Per un’America migliore, possono pagare i ricchi? Di Paul Krugman (New York Times, 3 giugno 2021)

Al margine della presentazione delle proposte di bilancio da parte dell'Amministrazione Biden, si sviluppa un dibattito nella sinistra americana. Il "ricostruire meglio" l'America può essere pagato solo dai più ricchi? In effetti, i paesi nordici hanno anche tasse più elevate per le classi medie. Ma si può correre il rischio, dopo essere finiti vicino ad un collasso della democrazia, di sfidare la fiducia delle classi medie americane? Krugman si colloca nel mezzo di questa discussione, comprende la 'modestia' di Biden e teme soprattutto che i democratici del Congresso 'innacquino' le sue proposte.
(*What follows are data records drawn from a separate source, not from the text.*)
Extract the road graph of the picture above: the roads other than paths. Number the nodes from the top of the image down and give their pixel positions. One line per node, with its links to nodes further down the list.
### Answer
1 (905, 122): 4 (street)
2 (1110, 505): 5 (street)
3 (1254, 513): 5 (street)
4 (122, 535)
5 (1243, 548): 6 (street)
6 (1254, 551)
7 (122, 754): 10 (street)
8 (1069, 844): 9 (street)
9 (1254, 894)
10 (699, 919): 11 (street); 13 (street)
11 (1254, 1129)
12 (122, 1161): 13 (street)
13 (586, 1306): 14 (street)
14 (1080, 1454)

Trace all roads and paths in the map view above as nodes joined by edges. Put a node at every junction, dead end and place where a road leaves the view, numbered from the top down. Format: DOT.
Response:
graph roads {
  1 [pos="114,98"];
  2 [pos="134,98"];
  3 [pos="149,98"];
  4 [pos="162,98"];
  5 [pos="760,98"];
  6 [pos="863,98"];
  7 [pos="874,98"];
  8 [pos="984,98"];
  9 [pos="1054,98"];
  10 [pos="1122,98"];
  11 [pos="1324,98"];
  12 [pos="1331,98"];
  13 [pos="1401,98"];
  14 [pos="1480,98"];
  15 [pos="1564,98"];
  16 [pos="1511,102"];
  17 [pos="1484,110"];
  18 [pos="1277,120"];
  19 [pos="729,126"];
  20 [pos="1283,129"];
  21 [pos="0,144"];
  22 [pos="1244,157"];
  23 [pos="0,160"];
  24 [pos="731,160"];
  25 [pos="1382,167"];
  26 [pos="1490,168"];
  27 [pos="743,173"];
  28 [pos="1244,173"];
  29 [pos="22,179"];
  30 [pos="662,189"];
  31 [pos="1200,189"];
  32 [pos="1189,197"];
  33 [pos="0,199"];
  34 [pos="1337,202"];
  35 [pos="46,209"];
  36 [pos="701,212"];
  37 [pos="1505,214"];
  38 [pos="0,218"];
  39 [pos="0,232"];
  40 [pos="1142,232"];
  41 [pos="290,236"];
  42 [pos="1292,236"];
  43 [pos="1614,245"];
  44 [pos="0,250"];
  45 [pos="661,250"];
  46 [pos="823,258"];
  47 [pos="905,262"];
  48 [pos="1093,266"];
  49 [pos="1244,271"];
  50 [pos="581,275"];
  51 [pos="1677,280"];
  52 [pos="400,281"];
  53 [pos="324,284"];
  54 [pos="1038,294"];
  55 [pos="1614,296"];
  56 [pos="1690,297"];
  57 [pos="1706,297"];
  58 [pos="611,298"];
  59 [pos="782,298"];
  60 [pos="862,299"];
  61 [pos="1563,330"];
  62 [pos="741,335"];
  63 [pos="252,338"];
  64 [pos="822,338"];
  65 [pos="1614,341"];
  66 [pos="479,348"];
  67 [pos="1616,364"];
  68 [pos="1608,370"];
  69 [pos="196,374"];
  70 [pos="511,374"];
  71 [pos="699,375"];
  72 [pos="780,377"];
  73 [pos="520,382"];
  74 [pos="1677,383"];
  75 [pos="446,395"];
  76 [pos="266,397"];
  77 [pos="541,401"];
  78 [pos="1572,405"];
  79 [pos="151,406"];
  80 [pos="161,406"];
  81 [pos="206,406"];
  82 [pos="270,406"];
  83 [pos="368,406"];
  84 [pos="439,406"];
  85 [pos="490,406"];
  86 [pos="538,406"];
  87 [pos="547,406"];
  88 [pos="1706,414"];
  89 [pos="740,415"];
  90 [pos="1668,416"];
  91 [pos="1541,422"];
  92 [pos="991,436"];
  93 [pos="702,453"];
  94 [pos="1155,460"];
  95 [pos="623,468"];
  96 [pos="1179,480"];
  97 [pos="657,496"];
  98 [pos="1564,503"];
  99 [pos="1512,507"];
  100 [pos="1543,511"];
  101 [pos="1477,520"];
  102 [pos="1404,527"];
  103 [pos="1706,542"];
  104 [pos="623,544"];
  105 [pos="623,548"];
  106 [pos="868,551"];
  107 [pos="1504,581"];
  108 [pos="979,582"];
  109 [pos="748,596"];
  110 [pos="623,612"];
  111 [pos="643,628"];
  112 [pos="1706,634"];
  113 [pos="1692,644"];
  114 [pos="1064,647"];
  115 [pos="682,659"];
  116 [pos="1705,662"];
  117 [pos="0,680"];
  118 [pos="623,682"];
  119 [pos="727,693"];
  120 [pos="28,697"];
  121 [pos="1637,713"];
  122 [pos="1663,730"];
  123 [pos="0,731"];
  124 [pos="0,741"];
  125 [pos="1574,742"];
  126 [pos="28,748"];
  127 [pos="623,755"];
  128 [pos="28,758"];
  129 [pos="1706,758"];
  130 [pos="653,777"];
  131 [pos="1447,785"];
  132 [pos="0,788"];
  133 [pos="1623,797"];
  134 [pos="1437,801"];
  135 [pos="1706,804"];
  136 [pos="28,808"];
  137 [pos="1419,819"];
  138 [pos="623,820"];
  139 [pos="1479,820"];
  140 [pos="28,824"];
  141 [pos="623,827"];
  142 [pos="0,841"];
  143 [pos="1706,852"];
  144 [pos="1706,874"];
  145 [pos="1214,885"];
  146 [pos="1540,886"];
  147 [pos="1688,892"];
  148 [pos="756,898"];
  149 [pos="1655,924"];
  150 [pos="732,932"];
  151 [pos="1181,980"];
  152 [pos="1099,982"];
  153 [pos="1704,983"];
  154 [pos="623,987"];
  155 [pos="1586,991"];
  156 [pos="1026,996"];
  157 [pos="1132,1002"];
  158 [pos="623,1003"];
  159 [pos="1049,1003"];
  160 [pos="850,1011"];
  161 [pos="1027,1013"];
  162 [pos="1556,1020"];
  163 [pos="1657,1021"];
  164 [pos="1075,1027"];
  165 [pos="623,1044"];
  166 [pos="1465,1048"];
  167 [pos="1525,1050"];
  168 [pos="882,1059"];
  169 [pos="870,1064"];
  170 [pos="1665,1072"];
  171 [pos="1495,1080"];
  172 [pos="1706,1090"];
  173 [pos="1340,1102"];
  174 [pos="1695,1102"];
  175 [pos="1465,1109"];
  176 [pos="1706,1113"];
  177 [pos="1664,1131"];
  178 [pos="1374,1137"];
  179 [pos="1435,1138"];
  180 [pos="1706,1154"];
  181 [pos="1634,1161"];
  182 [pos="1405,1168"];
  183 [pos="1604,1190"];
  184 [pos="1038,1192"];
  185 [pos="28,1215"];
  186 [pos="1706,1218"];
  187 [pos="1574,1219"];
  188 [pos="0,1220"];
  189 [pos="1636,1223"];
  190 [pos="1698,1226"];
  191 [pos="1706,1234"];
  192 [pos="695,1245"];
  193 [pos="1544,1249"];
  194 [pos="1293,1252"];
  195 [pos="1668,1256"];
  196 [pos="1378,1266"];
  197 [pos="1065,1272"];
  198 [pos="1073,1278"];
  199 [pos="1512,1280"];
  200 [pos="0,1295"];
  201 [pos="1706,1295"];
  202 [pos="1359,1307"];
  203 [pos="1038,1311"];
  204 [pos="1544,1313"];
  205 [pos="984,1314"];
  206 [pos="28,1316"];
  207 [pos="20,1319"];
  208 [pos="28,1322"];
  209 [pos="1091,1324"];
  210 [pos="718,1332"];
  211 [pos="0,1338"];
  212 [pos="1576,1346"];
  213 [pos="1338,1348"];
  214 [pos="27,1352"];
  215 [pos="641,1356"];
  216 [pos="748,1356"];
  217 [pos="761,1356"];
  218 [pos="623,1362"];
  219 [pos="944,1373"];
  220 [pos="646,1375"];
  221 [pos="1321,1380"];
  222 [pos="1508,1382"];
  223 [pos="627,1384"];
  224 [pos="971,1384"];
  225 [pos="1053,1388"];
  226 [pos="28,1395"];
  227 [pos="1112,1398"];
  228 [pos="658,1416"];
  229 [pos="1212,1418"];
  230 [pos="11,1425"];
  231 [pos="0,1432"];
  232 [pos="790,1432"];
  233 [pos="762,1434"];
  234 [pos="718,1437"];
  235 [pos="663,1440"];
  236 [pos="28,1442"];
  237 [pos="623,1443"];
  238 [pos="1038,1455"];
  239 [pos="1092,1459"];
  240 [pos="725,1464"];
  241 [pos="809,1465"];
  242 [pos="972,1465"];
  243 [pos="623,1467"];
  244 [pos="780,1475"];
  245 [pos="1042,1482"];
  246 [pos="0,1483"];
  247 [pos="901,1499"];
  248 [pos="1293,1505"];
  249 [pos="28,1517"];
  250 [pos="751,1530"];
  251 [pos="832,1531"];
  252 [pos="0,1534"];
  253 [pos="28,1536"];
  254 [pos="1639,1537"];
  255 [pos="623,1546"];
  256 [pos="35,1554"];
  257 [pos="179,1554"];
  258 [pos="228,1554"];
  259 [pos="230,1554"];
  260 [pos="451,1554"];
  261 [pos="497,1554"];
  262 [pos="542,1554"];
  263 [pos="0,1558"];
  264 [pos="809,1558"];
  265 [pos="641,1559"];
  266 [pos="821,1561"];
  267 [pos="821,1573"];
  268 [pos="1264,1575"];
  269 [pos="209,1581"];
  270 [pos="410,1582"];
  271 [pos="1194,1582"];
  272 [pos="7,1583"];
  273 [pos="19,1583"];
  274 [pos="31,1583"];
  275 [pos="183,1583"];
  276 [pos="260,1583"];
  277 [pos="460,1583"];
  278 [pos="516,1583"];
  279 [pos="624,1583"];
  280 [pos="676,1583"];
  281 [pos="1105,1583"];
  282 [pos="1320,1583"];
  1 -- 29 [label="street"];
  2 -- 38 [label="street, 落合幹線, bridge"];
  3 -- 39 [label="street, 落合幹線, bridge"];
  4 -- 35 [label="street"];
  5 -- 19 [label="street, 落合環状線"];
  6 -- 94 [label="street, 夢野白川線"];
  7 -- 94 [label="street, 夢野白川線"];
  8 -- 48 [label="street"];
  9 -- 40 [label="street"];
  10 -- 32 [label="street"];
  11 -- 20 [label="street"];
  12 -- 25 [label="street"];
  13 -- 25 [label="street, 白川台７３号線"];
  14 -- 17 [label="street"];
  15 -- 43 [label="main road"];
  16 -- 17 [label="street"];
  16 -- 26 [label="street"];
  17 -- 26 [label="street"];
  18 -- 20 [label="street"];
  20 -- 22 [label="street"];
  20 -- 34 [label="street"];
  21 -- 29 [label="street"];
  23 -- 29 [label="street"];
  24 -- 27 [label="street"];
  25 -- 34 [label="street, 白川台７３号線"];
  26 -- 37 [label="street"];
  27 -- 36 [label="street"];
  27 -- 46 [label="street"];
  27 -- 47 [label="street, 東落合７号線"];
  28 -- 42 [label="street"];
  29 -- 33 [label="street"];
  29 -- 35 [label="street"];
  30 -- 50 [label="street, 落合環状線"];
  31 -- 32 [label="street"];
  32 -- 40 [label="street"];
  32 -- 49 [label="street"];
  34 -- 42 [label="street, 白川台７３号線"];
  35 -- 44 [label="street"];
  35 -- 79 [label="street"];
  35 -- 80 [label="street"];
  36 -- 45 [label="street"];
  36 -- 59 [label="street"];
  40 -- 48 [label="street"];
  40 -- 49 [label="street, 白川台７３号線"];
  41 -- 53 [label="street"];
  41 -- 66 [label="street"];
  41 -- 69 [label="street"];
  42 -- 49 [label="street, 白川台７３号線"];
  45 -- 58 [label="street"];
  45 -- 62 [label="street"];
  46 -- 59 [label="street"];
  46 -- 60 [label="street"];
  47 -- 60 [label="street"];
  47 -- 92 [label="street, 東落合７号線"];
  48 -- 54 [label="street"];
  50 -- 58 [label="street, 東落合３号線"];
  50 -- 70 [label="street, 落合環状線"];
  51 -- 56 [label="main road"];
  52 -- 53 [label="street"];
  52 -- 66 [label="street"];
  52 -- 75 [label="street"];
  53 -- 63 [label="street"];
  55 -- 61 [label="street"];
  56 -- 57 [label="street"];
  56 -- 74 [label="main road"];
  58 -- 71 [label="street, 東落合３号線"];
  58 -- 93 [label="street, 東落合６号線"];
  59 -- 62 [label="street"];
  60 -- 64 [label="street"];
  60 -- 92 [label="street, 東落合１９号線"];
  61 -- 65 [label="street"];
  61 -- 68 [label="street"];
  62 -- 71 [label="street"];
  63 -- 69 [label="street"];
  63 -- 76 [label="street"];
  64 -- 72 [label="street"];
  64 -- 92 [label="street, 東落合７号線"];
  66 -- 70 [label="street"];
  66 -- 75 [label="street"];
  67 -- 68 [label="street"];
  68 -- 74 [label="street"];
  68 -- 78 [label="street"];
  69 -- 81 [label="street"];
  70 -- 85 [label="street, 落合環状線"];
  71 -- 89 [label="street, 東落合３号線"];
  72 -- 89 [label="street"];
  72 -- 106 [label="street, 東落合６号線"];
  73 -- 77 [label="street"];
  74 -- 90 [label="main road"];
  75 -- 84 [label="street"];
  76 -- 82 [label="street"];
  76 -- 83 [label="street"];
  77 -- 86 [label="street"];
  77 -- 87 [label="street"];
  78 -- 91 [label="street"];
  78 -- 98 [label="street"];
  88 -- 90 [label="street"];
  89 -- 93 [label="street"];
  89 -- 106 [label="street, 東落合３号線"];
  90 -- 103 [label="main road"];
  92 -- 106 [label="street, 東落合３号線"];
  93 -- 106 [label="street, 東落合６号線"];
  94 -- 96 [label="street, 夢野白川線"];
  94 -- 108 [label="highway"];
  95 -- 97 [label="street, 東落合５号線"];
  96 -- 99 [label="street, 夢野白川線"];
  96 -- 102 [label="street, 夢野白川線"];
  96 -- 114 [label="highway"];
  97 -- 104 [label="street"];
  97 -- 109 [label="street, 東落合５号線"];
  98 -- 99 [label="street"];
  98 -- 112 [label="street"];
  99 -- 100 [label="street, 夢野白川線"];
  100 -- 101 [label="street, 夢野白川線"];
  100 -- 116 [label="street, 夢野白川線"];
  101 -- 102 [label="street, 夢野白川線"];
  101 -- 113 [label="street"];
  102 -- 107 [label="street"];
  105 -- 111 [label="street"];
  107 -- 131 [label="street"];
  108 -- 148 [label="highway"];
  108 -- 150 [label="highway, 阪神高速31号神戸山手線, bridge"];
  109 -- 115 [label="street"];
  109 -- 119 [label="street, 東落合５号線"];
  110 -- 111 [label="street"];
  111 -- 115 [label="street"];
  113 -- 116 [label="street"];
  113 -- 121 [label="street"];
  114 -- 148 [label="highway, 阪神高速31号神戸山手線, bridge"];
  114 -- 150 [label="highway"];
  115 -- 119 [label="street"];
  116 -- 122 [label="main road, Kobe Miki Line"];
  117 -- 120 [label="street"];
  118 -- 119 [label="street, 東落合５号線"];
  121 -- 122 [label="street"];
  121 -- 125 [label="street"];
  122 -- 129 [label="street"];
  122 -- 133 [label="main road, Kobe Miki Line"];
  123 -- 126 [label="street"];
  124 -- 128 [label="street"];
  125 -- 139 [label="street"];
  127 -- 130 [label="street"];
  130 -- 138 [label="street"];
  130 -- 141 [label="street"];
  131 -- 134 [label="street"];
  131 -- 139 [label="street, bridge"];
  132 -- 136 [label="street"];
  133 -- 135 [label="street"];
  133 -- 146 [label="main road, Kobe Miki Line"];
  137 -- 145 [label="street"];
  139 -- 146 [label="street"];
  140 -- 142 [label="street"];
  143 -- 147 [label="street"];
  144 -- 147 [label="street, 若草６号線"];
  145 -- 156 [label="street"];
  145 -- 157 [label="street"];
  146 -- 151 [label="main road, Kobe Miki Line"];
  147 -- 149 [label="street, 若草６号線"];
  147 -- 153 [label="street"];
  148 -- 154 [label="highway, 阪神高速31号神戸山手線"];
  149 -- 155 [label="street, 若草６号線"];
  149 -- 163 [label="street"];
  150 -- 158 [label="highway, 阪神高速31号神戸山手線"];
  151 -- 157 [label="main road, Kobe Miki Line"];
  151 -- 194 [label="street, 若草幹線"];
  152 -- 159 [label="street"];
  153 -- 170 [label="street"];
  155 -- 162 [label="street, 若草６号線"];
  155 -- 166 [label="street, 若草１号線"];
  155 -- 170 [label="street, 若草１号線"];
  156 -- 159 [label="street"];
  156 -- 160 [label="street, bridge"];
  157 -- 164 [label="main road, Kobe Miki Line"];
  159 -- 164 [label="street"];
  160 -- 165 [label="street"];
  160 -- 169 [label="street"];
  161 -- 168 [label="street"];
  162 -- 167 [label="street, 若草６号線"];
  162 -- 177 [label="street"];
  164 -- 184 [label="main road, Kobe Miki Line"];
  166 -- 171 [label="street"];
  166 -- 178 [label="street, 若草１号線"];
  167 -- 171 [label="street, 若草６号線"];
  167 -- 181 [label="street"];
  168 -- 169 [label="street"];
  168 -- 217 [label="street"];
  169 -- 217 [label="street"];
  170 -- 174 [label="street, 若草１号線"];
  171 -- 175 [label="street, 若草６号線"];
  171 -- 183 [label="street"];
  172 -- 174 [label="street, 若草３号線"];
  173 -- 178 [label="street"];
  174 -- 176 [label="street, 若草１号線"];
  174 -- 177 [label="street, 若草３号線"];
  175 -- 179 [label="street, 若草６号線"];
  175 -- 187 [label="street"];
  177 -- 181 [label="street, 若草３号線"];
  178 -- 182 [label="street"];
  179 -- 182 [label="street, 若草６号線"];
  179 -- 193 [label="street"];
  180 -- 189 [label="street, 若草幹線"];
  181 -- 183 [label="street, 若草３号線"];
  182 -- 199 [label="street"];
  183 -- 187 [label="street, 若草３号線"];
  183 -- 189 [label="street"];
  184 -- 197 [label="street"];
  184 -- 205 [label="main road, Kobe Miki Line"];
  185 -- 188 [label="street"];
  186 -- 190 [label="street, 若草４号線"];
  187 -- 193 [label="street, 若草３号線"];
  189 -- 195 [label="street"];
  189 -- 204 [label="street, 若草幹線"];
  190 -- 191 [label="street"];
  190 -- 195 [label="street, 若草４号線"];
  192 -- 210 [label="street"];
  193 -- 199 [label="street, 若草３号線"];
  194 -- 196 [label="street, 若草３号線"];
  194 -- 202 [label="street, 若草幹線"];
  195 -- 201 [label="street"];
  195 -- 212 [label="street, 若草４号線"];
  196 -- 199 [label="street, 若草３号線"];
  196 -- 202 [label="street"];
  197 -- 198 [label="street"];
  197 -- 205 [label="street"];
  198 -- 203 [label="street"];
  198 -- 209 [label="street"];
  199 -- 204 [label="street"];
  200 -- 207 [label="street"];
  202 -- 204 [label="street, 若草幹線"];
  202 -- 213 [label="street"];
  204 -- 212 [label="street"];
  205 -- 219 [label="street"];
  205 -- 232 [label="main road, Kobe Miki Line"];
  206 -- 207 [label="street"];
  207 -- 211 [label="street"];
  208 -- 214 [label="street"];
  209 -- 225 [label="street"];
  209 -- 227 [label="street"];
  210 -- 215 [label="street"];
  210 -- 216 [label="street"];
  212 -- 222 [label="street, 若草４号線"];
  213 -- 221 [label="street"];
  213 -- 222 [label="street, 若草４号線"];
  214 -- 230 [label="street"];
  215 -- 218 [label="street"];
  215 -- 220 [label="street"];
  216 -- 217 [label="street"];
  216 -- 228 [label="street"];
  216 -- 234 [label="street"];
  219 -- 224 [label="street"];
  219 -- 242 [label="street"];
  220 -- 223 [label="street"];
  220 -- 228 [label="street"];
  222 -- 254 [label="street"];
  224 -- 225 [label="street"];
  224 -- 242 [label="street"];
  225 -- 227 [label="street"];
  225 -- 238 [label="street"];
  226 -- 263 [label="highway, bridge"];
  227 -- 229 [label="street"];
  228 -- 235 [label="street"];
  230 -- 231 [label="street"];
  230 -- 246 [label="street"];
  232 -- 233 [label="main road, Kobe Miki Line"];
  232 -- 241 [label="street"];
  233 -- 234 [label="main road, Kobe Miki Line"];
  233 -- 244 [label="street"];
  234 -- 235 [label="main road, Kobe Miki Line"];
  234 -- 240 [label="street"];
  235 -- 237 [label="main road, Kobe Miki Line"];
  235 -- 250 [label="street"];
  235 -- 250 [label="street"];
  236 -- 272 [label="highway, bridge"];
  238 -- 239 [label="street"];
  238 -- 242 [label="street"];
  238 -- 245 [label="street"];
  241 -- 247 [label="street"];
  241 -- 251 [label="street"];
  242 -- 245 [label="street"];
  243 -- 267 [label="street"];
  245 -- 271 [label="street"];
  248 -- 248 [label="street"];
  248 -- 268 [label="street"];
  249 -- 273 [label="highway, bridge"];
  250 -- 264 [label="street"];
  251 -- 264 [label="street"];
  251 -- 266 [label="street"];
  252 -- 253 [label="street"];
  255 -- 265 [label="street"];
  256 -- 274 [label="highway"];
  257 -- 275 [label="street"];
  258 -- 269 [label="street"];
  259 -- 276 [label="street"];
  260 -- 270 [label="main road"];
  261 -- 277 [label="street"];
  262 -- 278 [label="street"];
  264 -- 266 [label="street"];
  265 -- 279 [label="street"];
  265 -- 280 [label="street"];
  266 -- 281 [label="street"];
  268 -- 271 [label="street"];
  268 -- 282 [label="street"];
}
La modestia radicale del bilancio di Biden, di Paul Krugman (New York Times, 31 maggio 2021)

La proposta del nuovo bilancio della Amministrazione Biden, per quanto spesso riferita dai media mettendo l'accento sulla sua pretesa enormità, si caratterizza per una certa moderazione. La sua radicalità consiste nel concentrare nuove spese in settori - come l'ambiente e gli aiuti alle famiglie con figli con redditi bassi - e soprattutto nel rifiutare la retorica dei tagli e dell'austerità che ha dominato per decenni. E i suoi effetti maggiormente postivi potrebbero derivare da quel cambiamento di paradigma.

L’economia sta facendo girare le sue ruote ed è sul punto di decollare, di Paul Krugman (New York Times, 27 maggio 2021)

Quando, da una posizione da fermi, si intende procedere a tutta velocità, è possibile che le ruote slittino, soprattutto sul bagnato. Questa è più o meno la condizione dell'economia americana, secondo Krugman. Ci sono sbandamenti in settori che avevano messo nel conto una recessione più lunga, ad esempio manifesti nella scarsità di legname. Oppure, ci possono essere lentezze nella ripresa dell'occupazione (gli asili nido sono pochi, alcuni lavoratori vicini alla pensione possono non aver voglia di tornare a posti di lavoro faticosi e mal pagati). Ma niente di tutto questo è un impedimento sostanziale ai programmi di Biden sulle infrastrutture e sul sostegno alle famiglie.